Corvée d'eau (région de Bo, Sierra Leone)

Corvée d'eau (région de Bo, Sierra Leone)

Corvée d’eau: comme souvent dans l’Afrique rurale, ce sont des  jeunes filles qui sont chargées de la collecte de l’eau. Il leur faut parfois marcher des heures pour aller chercher quelques litres d’une eau pas toujours potable.

Ce sont autant d’heures qui sont perdues pour le développement personnel, la lecture, l’étude ou la vie de famille.

L’accès à l’eau potable est un droit fondamental de l’être humain.

Robinet de la "Guma Valley Water Company", Kroo Bay, Freetown

Robinet de la "Guma Valley Water Company", Kroo Bay, Freetown

En ville comme ici à Kroo Bay un quartier populaire de Freetown, l’eau est distribuée par un système de branchements à domicile et de robinets publiques. L’eau est traitée au chlore par la compagnie municipale (Guma Valley Water Company) mais à cause de la décrépitude du réseau de distribution elle n’est pas toujours propre à la consommation au point de distribution.

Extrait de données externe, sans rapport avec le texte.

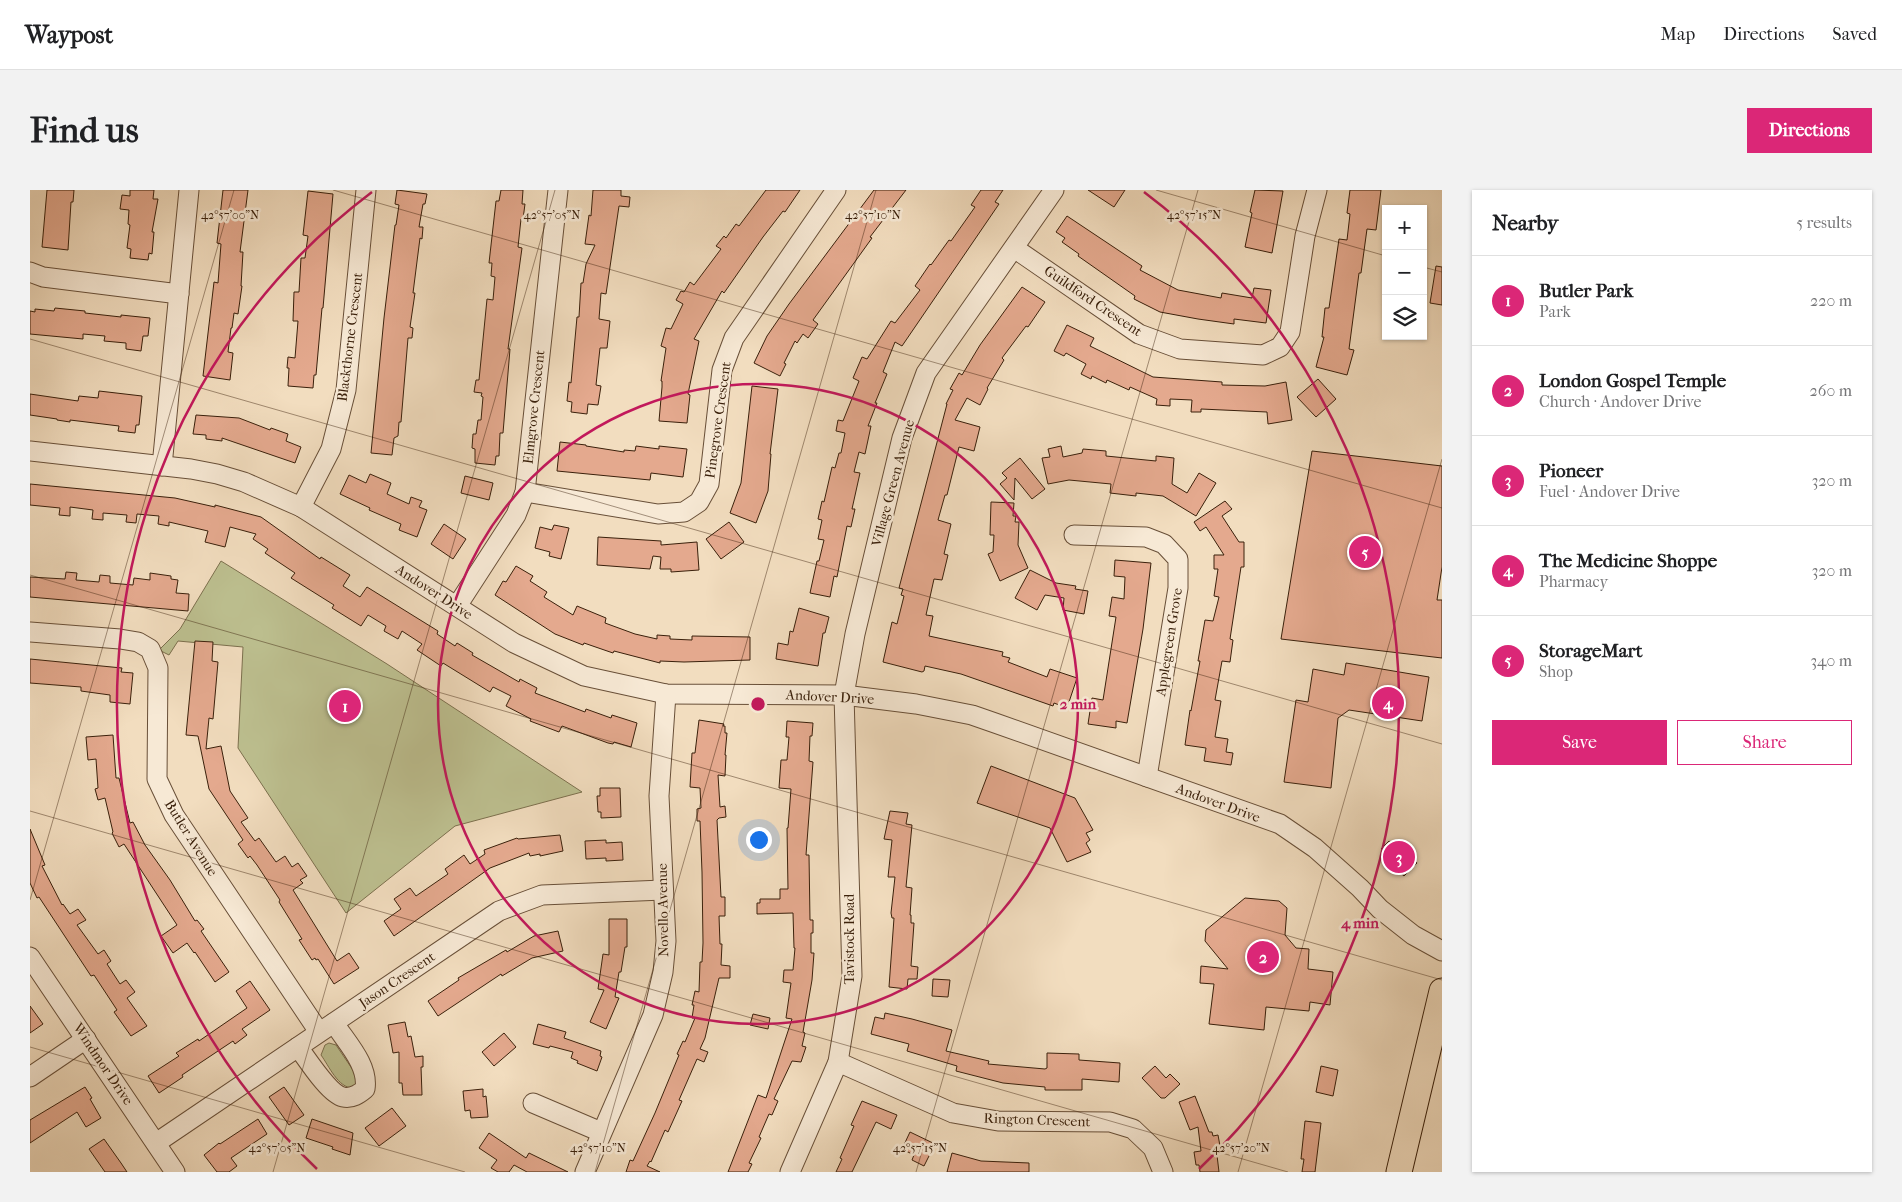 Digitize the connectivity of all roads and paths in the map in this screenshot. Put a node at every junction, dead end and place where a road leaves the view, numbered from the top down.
1 (189, 190) edge
2 (366, 190) edge
3 (558, 190) edge
4 (836, 190) edge
5 (1054, 190) edge
6 (1317, 190) edge
7 (1014, 248) junction
8 (30, 272) edge
9 (179, 294) junction
10 (30, 451) edge
11 (162, 466) junction
12 (525, 492) junction
13 (301, 507) junction
14 (1074, 534) dead end
15 (457, 606) junction
16 (30, 632) edge
17 (666, 694) junction
18 (844, 696) junction
19 (1147, 777) junction
20 (663, 890) junction
21 (1442, 952) edge
22 (30, 957) edge
23 (1442, 991) edge
24 (326, 1028) junction
25 (86, 1039) junction
26 (298, 1047) junction
27 (838, 1062) junction
28 (30, 1077) edge
29 (533, 1103) dead end
30 (601, 1132) junction
31 (156, 1143) junction
32 (175, 1172) edge
33 (585, 1172) edge
34 (790, 1172) edge
35 (1163, 1172) edge
36 (1399, 1172) edge

1 - 9 street
2 - 13 street, Blackthorne Crescent
3 - 12 street, Elmgrove Crescent
4 - 12 street, Pinegrove Crescent
5 - 7 street, Village Green Avenue
6 - 7 street, Guildford Crescent
7 - 18 street, Village Green Avenue
8 - 9 street
9 - 11 street
10 - 11 street, Andover Drive
11 - 13 street, Andover Drive
12 - 15 street, Elmgrove Crescent
13 - 15 street, Andover Drive
14 - 19 street, Applegreen Grove
15 - 17 street, Andover Drive
16 - 24 street, Butler Avenue
17 - 18 street, Andover Drive
17 - 20 street, Novello Avenue
18 - 19 street, Andover Drive
18 - 27 street, Tavistock Road
19 - 21 street, Andover Drive
20 - 24 street, Jason Crescent
20 - 30 street, Novello Avenue
22 - 25 street, Windmor Drive
23 - 36 main road
24 - 26 street, Jason Crescent
24 - 26 street, Butler Avenue
25 - 28 street
25 - 31 street, Windmor Drive
26 - 31 street, Jason Crescent
27 - 34 street, Tavistock Road
27 - 35 street, Rington Crescent
29 - 30 street
30 - 33 street, Novello Avenue
31 - 32 street, Windmor Drive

File d'attente au puits (Kossoh Town, Sierra Leone)

File d'attente au puits (Kossoh Town, Sierra Leone)

En ville comme à la campagne, ce sont les femmes et les enfants qui vont puiser l’eau. Ici à deux pas du Stade National de Freetown l’environnement sanitaire du point d’eau est plus que douteux: chaque année à la fin de la saison des pluies le choléra fait son apparition…

Tuyau crevé, Suzanne's Bay, Freetown

Tuyau crevé, Suzanne's Bay, Freetown

L’unique point d’eau du quartier: un tuyau crevé venu d’on ne sait où amène un filet d’eau souillée.

Douche collective, Suzanne's Bay, Freetown

Douche collective, Suzanne's Bay, Freetown

Douche collective dans la quartier de Suzanne’s Bay (Freetown). Cette photo a été prise en 2008, déclarée par l’ONU « année internationale de l’assainissement ».

L’accès à l’eau de qualité et en quantité suffisante est un droit fondamental inscrit dans plusieurs conventions internationales.

Hélas le 22 Mars dernier, à la fermeture du Forum mondial de l’eau d’Istanbul, les Etats Unis et quelques autres états (dont le Brésil) se sont opposés à la  reconnaissance d’un « droit humain fondamental à l’accès à l’eau potable et à l’assainissement ». Faute de consensus sur ce sujet  la résolution finale n’évoque pas ce droit.